We thank Potuijt et al. for their attention to our article “A novel ZRS variant causes preaxial polydactyly (PPD) type I by increased sonic hedgehog expression in the developing limb bud”1 and argument about the type of PPD.2 We will respond to their argument point by point.

First, we phenotyped the hands of patients II-11, II-7, III-4, III-8, III-11, III-12, and IV-1 as “incomplete duplication of distal phalanx” and PPD type I. The reason is that we referred to the widely accepted classification systems of Temtamy-McKusick3,4 (geneticists) and Wassel5 (hand surgeons). According to Temtamy-McKusick and Table 1 in ref. 4, PPD I (MIM17400), duplication of a biphalangeal thumb, corresponds to Wassel types 1 to 6. PPD II (MIM174500), also known as triphalangeal thumb (TPT), isolated opposable triphalangeal thumb, or thumb polydactyly with a triphalangeal component, corresponds to Wassel type 7. Since the radiographs of patients II-11 and IV-1 with obvious PPD phenotype display a Wassel type II radial polydactyly, we believe that the phenotypes of the affected members of this family should be classified as preaxial polydactyly type I (PPD I).

In addition, PPD classification varies among geneticists and hand surgeons. The disagreement regarding the phenotyping of the affected family stems from the fact that Potuijt et al. adopted a different PPD classification system than us. While conflicts in different classification systems usually exist, in fact, there is not a perfect classification mode to include all PPD types, especially according to PPD phenotype. A generic term, “ZRS-associated syndromes,” for limb malformations caused by variants of ZRS has been suggested,6 and our study will assist in developing this new genetic classification system for PPD.

Second, family member III-9 with a heterozygous variant manifests small sesamoids, which are found in normal members II-2, II-5, II-9, II-13, III-2, III-6, III-7, III-10, and III-13. We also know that there are sesamoid bones at the interphalangeal (IP) joint of the thumb in the normal population. We examined X-ray images of both hands of 50 hand trauma patients. The results showed that 9 patients had bilateral sesamoids between the two phalanxes of the thumb. Hence, the phenotype of III-9 with heterozygous variant is a normal phenotype, not PPD. In our paper1, we definitively stated that “the variant in our PPD family shows incomplete penetrance” (see “Discussion”).

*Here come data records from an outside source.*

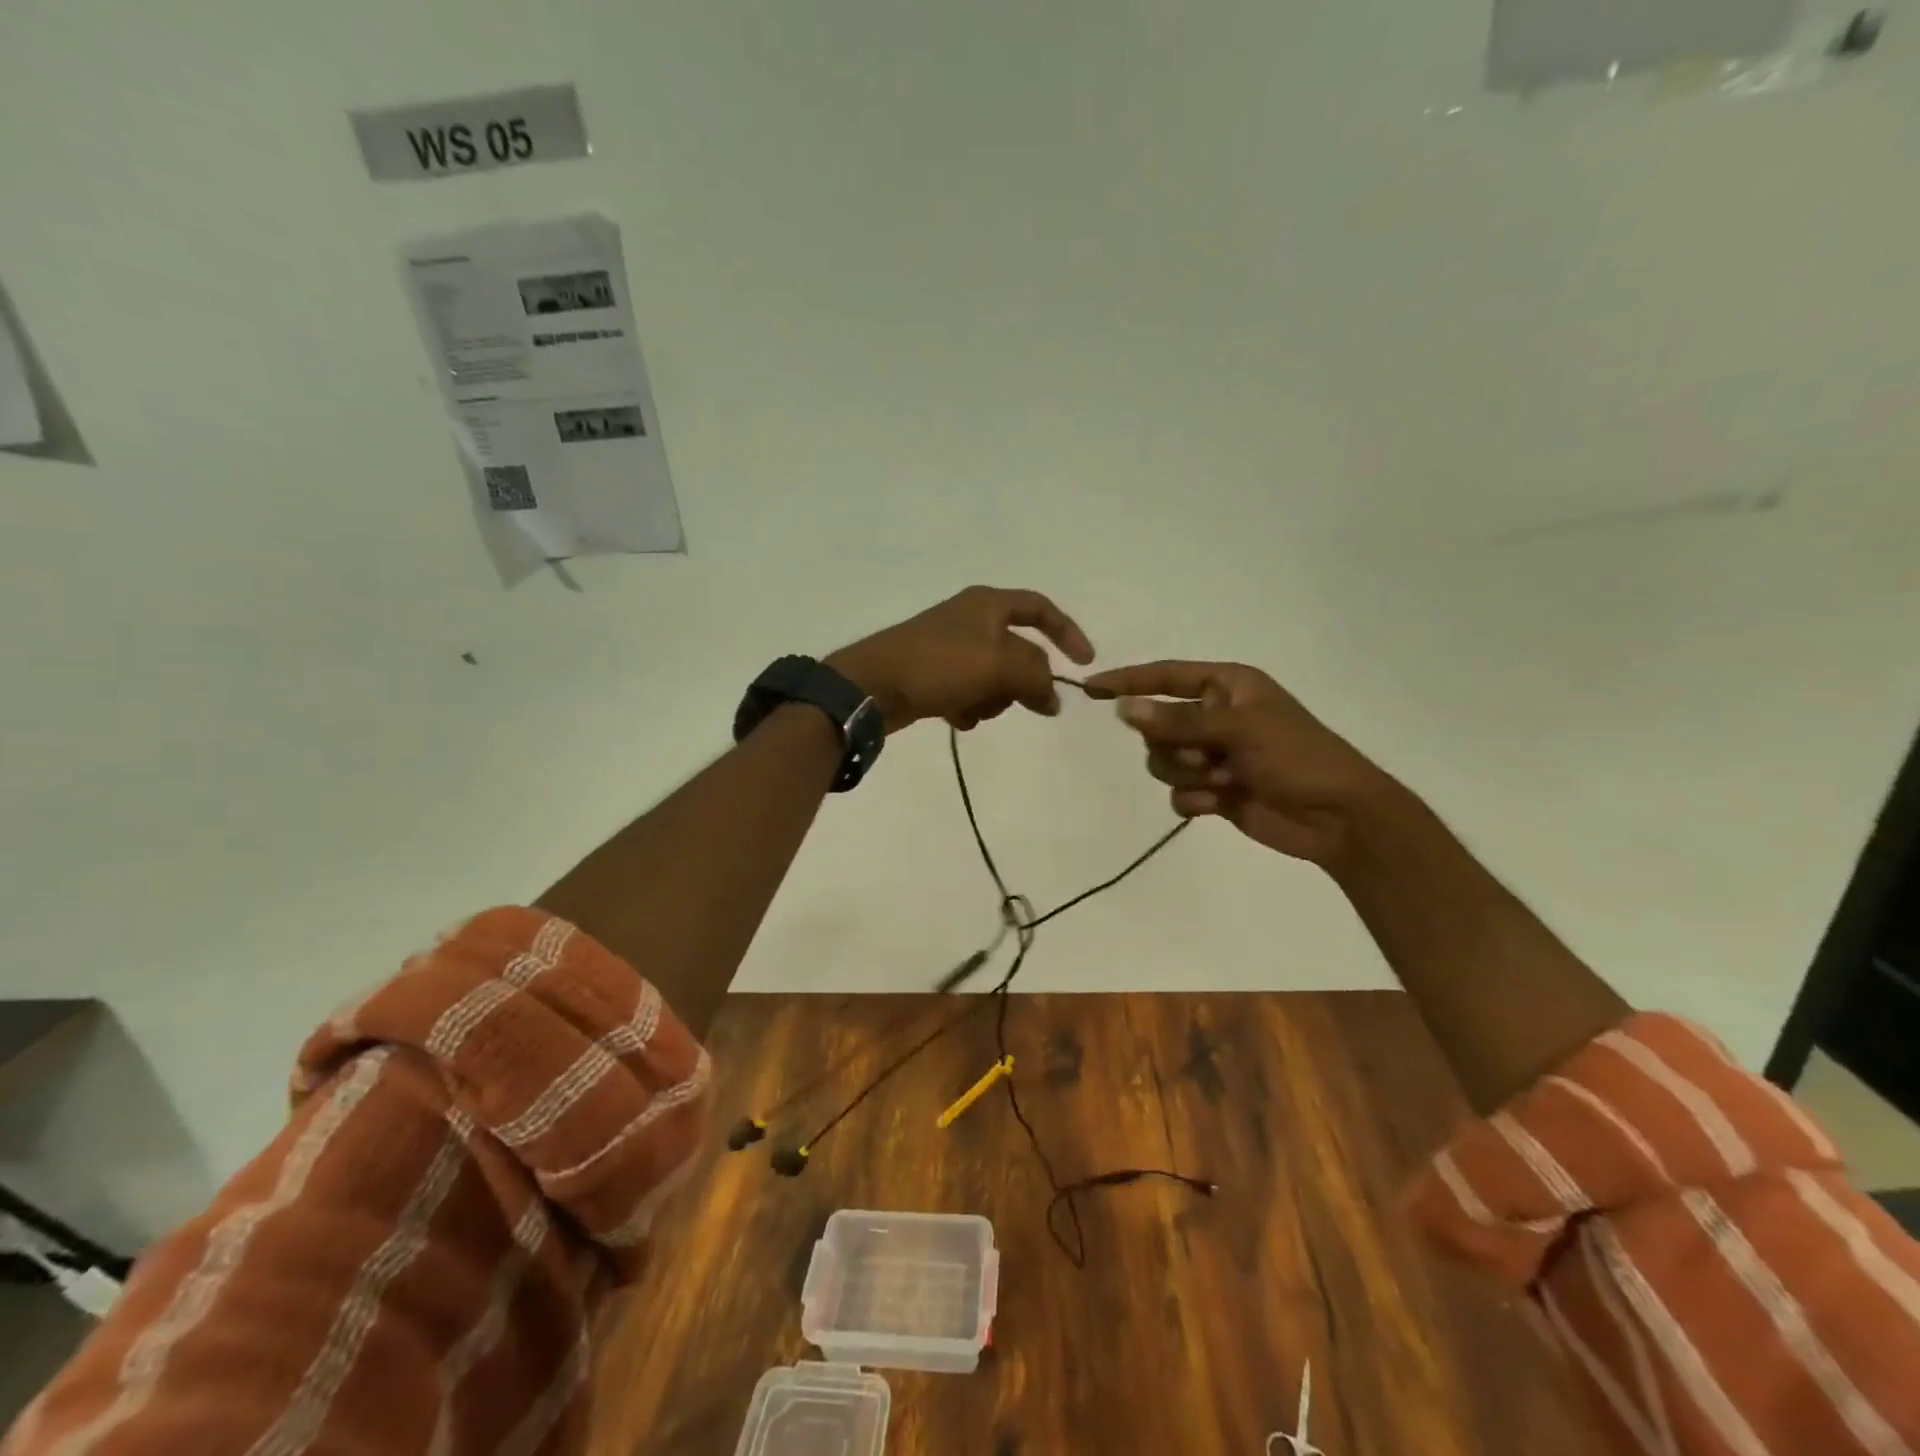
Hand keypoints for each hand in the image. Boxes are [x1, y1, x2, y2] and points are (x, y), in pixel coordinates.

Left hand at [827, 586, 1094, 732]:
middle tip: (1026, 705)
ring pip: (994, 676)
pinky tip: (955, 717)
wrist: (873, 686)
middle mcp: (970, 620)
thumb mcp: (1001, 664)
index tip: (1085, 663)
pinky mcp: (932, 675)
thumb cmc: (940, 664)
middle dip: (1021, 681)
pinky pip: (967, 692)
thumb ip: (1038, 677)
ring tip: (973, 708)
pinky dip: (968, 707)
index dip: (1068, 633)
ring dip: (992, 698)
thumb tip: (1053, 698)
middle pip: (1018, 651)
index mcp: (988, 604)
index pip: (1040, 609)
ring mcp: (948, 648)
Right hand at [1084, 660, 1392, 865]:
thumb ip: (1177, 721)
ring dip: (1186, 774)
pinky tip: (1220, 804)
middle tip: (1207, 757)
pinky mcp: (1215, 791)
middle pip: (1157, 726)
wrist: (1339, 817)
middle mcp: (1216, 716)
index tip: (1091, 688)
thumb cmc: (1297, 757)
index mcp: (1227, 687)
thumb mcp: (1238, 729)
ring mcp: (1214, 755)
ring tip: (1222, 781)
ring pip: (1163, 761)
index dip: (1128, 681)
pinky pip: (1178, 792)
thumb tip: (1123, 708)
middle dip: (1174, 746)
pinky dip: (1194, 799)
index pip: (1166, 676)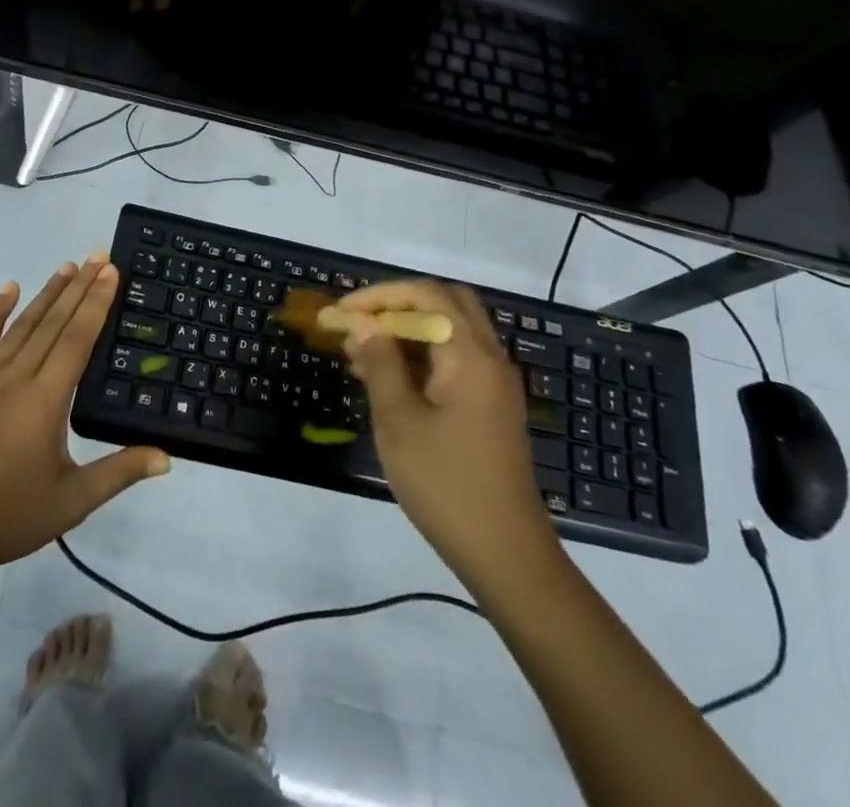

Third, we thank Potuijt et al. for agreeing with the observation that the radiograph of patient II-11 resembles a Wassel type II radial polydactyly. We believe they will also agree that the phenotypes of the affected members of this family should be classified as PPD I according to ref. 3 and Table 1 in ref. 4. The radiographs of patient II-11 were indeed made at an adult age, and we did not get a radiograph of patient II-11 at a younger age. We genuinely appreciate Potuijt et al. providing radiographs of two young patients from their series, which provided more perspective for us to understand PPD.

We are in agreement that PPD type I usually occurs in sporadic patients and unilaterally in 67% of cases. So, we think that the four-generation Chinese family with isolated PPD I is precious and rare, and provided a good chance to clarify its genetic mechanism. However, follow-up sequencing in another seven sporadic PPD I patients from different families did not identify a variant in the ZRS. So, we think that a single genetic substrate may not be the only cause of this phenotype.

Finally, we thank Potuijt et al. for their approval and encouragement of our study. We will try our best to optimize genotype–phenotype correlation within ZRS-associated anomalies and gather more knowledge on long-range regulation in embryonic limb development.

Furthermore, we agree that dedicated clinical geneticists or congenital upper limb surgeons should be involved in (molecular) genetic research. We also advocate a combined effort by experts from multiple fields within genetic research on congenital upper limb anomalies.